Zvonimir Milić

Personal information
- Date of birth: 20 February 1995 (age 31)
- Place of birth: Split, Croatia
- Height: 1.87 m (6 ft 1+1⁄2 in)
- Position: Centre-back

Team information
- Current team: Hajduk Split U-15 (Manager)

Youth career
- –2005: Orkan Dugi Rat
- 2005–2014: Hajduk Split

Senior career*
- Years: Team / Apps / (Gls)
- 2014–2018: Hajduk Split / 2 / (0)
- 2014: → Junak Sinj (loan) / 15 / (0)
- 2014: → Hajduk Split B / 11 / (0)
- 2015: → Junak Sinj (loan) / 3 / (0)
- 2016: → Šibenik (loan) / 1 / (0)
- 2017–2018: → Cibalia (loan) / 2 / (0)

International career
- 2009: Croatia U14 / 2 / (0)
- 2010: Croatia U15 / 4 / (0)
- 2011: Croatia U16 / 3 / (0)
- 2011: Croatia U17 / 11 / (1)
- 2012: Croatia U18 / 2 / (0)
- 2012–: Croatia U19 / 4 / (0)

Managerial career
- 2019–2020: Primorac Stobreč U-12
- 2020–2021: Hajduk Split U-19 (assistant)
- 2020–2021: Hajduk Split U-16 (assistant)
- 2021–2023: Hajduk Split U-19 (assistant)
- 2023: Hajduk Split U-16
- 2023–: Hajduk Split U-15

= Zvonimir Milić =

Croatian footballer (born 1995)

Zvonimir Milić (born 20 February 1995) is a Croatian football coach, coaching the HNK Hajduk Split U15 team, and a retired footballer. Formerly a centre back, he last played for HNK Cibalia in Prva HNL, on loan from HNK Hajduk Split.

==Club career==
Zvonimir Milić joined the HNK Hajduk Split academy in 2005, aged 10, after training for some time at the lower-tier NK Orkan. Progressing through the ranks, he became a regular in national selections as well, from U14 to U19, for which he debuted in April 2012, aged 17 years and 2 months. Unfortunately, a back injury halted his progress, making him lose the entire 2012/2013 season and putting into question his career. Nevertheless, he recovered and rejoined Hajduk's U19 team for the 2013/2014 season.

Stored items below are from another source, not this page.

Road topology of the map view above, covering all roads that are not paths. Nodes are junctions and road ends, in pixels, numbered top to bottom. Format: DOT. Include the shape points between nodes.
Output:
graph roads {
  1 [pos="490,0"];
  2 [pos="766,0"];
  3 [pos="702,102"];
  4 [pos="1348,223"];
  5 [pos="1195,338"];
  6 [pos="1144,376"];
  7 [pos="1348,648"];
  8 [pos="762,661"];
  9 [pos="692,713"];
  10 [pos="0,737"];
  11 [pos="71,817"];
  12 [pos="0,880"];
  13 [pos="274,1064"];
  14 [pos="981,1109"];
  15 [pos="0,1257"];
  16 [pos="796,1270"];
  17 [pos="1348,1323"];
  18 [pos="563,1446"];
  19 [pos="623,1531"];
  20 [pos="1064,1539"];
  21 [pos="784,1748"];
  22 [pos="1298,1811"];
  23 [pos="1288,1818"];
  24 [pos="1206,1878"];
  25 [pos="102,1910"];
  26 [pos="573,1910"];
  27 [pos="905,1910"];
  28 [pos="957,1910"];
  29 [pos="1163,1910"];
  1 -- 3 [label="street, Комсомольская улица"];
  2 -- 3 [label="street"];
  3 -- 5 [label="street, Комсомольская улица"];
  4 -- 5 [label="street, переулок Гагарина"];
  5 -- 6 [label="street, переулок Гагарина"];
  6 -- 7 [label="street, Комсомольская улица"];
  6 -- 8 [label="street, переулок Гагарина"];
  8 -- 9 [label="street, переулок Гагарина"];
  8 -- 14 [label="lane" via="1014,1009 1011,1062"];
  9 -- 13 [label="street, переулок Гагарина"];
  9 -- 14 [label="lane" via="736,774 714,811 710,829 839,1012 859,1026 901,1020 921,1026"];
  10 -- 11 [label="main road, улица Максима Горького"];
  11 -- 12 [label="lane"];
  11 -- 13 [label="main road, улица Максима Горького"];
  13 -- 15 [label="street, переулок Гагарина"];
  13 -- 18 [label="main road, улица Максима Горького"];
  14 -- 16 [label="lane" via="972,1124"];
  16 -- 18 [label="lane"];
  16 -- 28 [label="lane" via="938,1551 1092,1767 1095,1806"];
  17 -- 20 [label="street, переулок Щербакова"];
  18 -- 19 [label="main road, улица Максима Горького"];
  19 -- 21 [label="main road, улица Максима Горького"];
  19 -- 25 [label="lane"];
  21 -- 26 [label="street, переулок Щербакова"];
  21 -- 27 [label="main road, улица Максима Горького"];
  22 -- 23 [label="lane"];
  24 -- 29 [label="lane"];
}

He made his first senior appearances in early 2014 on loan at the Treća HNL Jug side NK Junak Sinj, after he signed a professional contract with Hajduk. He rejoined Hajduk that summer and, on 24 August 2014, made his Prva HNL debut in a 0–2 loss against NK Osijek, after the coach Igor Tudor decided to rest several first-team players.

After featuring for the third-tier second team of Hajduk, another injury put him on the sidelines for the entire spring part of the season, and he was sent on loan to NK Junak Sinj again at the beginning of the 2015/16 season.